Thoughts again turned to Geneen when I read Rachel Sanderson's superbly reported and written Nov. 27th Financial Times profile of Michele Ferrero (pictured), patriarch of the Italian confectionary company that is in the mix over possibly bidding for Cadbury. Take note of this passage from Sanderson's story:

"He is still busy. Ferrero's latest invention is a dessert tasting of Sicilian lemons called Gran Soleil which, when put in the freezer and shaken, turns into a kind of ice cream. It was designed to be easily transported in China, India and Africa. In a rare interview, Mr. Ferrero told local journalists: 'You'll see, in 50 years time it will be as big as Nutella' " (another Ferrero invention).

What's so striking about that? Simply this: here is a company leader now in his 85th year (he was born in 1925, according to the FT article) doing some product line projecting five decades into the future. Is this not the rarest sighting in business today — a long-term thinker?

What's the Geneen connection? You'll readily see it in this anecdote told by David J. Mahoney, an impressive leader himself of the old Norton Simon Inc. juggernaut, who counted the ITT master builder among his most important influences. In an excerpt that I published from his memoir, Mahoney wrote of Geneen: "[He] always taught me to look forward. When I complained that a certain project would not pay out for 10 years, he replied, 'Yes, but it will pay out in 12.' He was 77 at the time."

Monday, February 16, 2009

Lesser Lights


I got a chuckle out of the Wall Street Journal's recent report on a mishap at a brokerage industry conference in Palm Beach, Fla. During a presentation on hedge funds, a power failure plunged the hotel into darkness. Quipped the WSJ, "The lights are going out all over hedgeland — literally."

It reminded me of my favorite anecdote about Harold Geneen (pictured), the legendary head of ITT Corp. during its uber-conglomerate decades of the 1960s through the 1970s.

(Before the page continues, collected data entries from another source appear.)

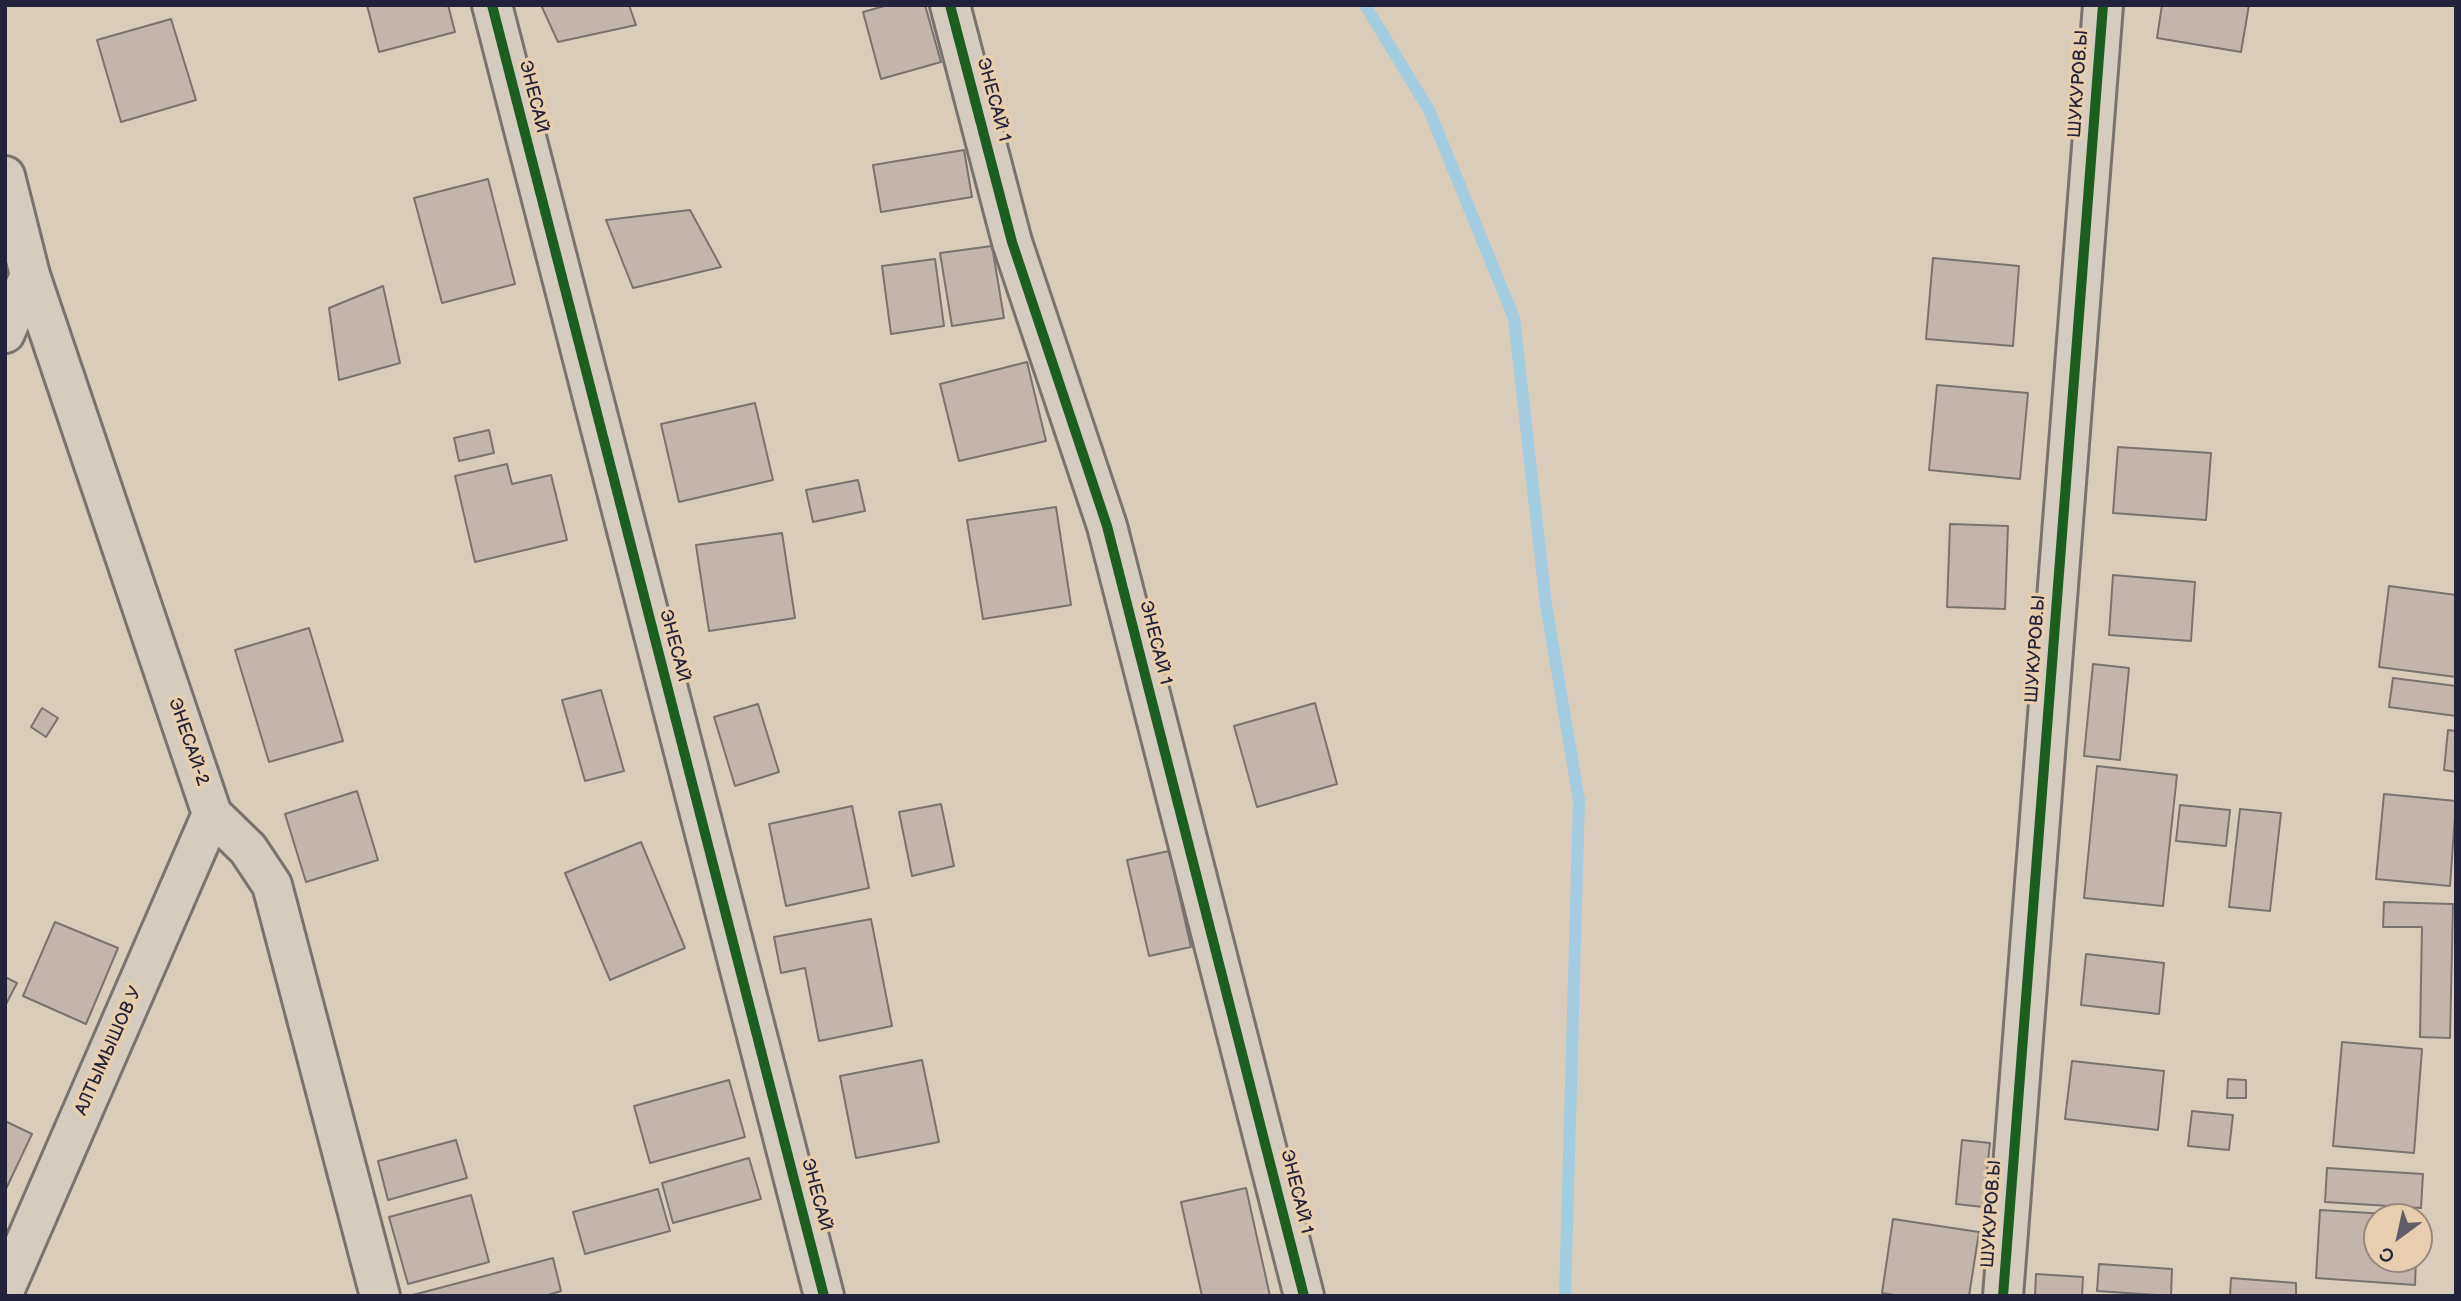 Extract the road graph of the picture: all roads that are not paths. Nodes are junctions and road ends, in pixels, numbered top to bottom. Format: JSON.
{"nodes":[{"id":1,"x":492,"y":5,"type":"edge"},
{"id":2,"x":950,"y":5,"type":"edge"},
{"id":3,"x":2103,"y":5,"type":"edge"},
{"id":4,"x":5,"y":176,"type":"edge"},
{"id":5,"x":30,"y":275,"type":"junction"},
{"id":6,"x":5,"y":333,"type":"edge"},
{"id":7,"x":212,"y":814,"type":"junction"},
{"id":8,"x":5,"y":1289,"type":"edge"},
{"id":9,"x":380,"y":1296,"type":"edge"},
{"id":10,"x":824,"y":1296,"type":"edge"},
{"id":11,"x":1304,"y":1296,"type":"edge"},
{"id":12,"x":2003,"y":1296,"type":"edge"}],
"edges":[{"from":1,"to":10,"type":"street","name":"ЭНЕСАЙ"},
{"from":2,"to":11,"type":"street","name":"ЭНЕСАЙ 1"},
{"from":3,"to":12,"type":"street","name":"ШУКУРОВ.Ы"},
{"from":4,"to":5,"type":"street","name":"ЭНЕСАЙ-2"},
{"from":5,"to":6,"type":"street"},
{"from":5,"to":7,"type":"street","name":"ЭНЕСАЙ-2"},
{"from":7,"to":8,"type":"street","name":"АЛТЫМЫШОВ У"},
{"from":7,"to":9,"type":"street","name":"ЭНЕСАЙ-2"}]} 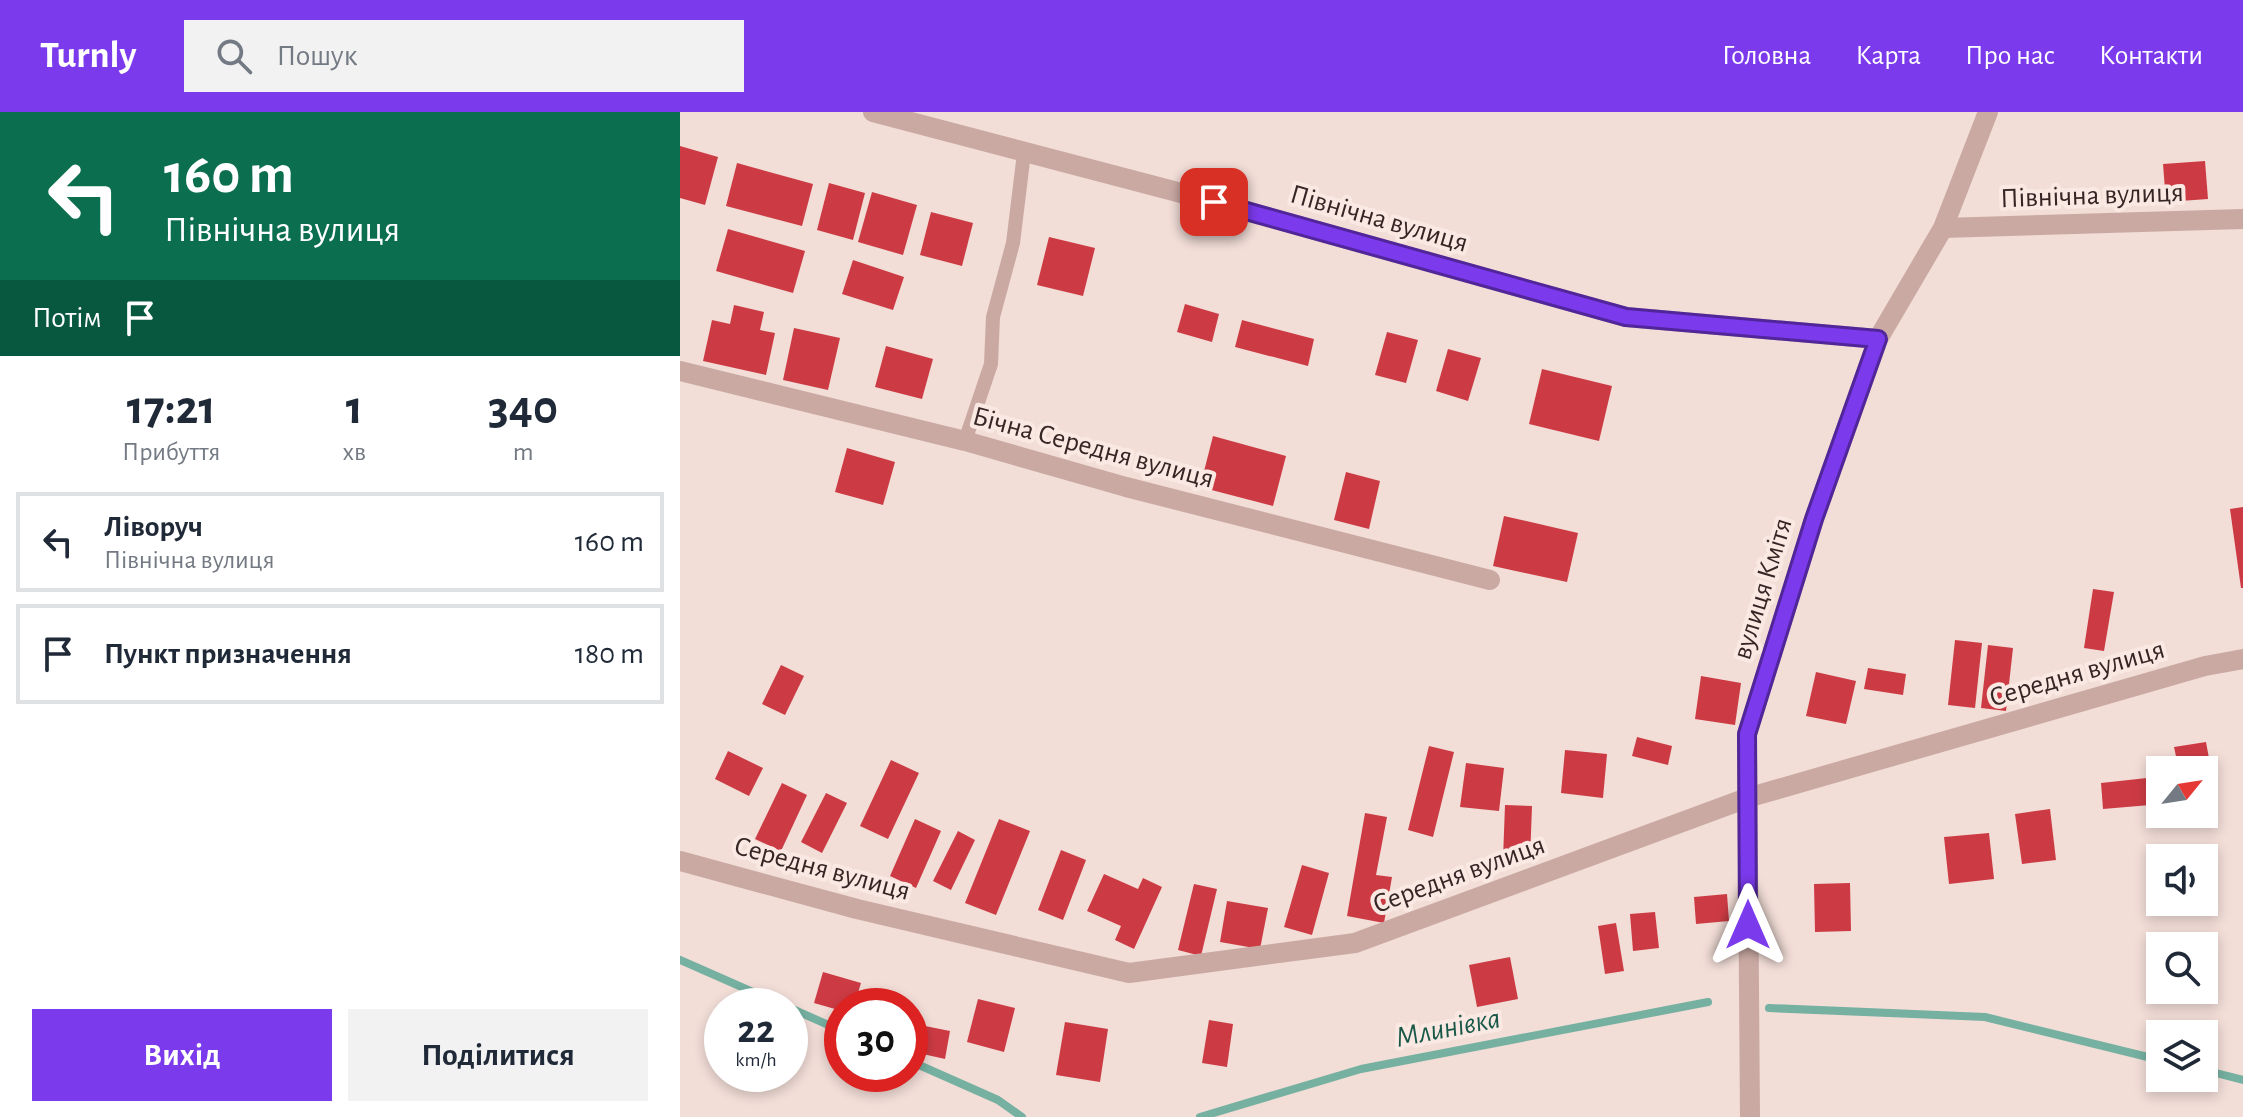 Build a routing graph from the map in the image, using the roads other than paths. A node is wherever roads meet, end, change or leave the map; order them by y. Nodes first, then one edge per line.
1 (873, 112) edge
2 (1988, 112) edge
3 (1024, 153) junction
4 (2243, 219) edge
5 (1943, 228) junction
6 (1878, 339) junction
7 (680, 371) edge
8 (965, 441) junction
9 (1490, 580) dead end
10 (2243, 659) edge
11 (1747, 798) junction
12 (680, 861) edge
13 (1750, 1117) edge

1 - 3 street, Північна вулиця
2 - 5 street, вулиця Кмітя
3 - 6 street, Північна вулиця
3 - 8 lane
4 - 5 street, Північна вулиця
5 - 6 street, вулиця Кмітя
6 - 11 street, вулиця Кмітя
7 - 8 street, Бічна Середня вулиця
8 - 9 street, Бічна Середня вулиця
10 - 11 street, Середня вулиця
11 - 12 street, Середня вулиця
11 - 13 street, вулиця Кмітя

The notoriously exacting CEO was holding court in Brussels with a group of his European managers. The lights in the room began flickering. Since it was 2 a.m. and the meeting was showing no signs of ending, one of the executives piped up, "You see, even the lights are getting tired."

Snapped Geneen: "Only the lesser lights."

When I look around at the havoc being wreaked by this recession, all I can think of is that this is the handiwork of lesser lights – from Wall Street to Main Street to Washington, from trading floors to boardrooms to Congressional offices. 

On this President's Day, a day when we honor profound leadership, here is a call to those now in power in the aforementioned boardrooms: Turn the lights out on any lesser lights in your midst. That means firming up the talent both on the board itself and in the senior management ranks. The challenge ahead is just too daunting to do otherwise.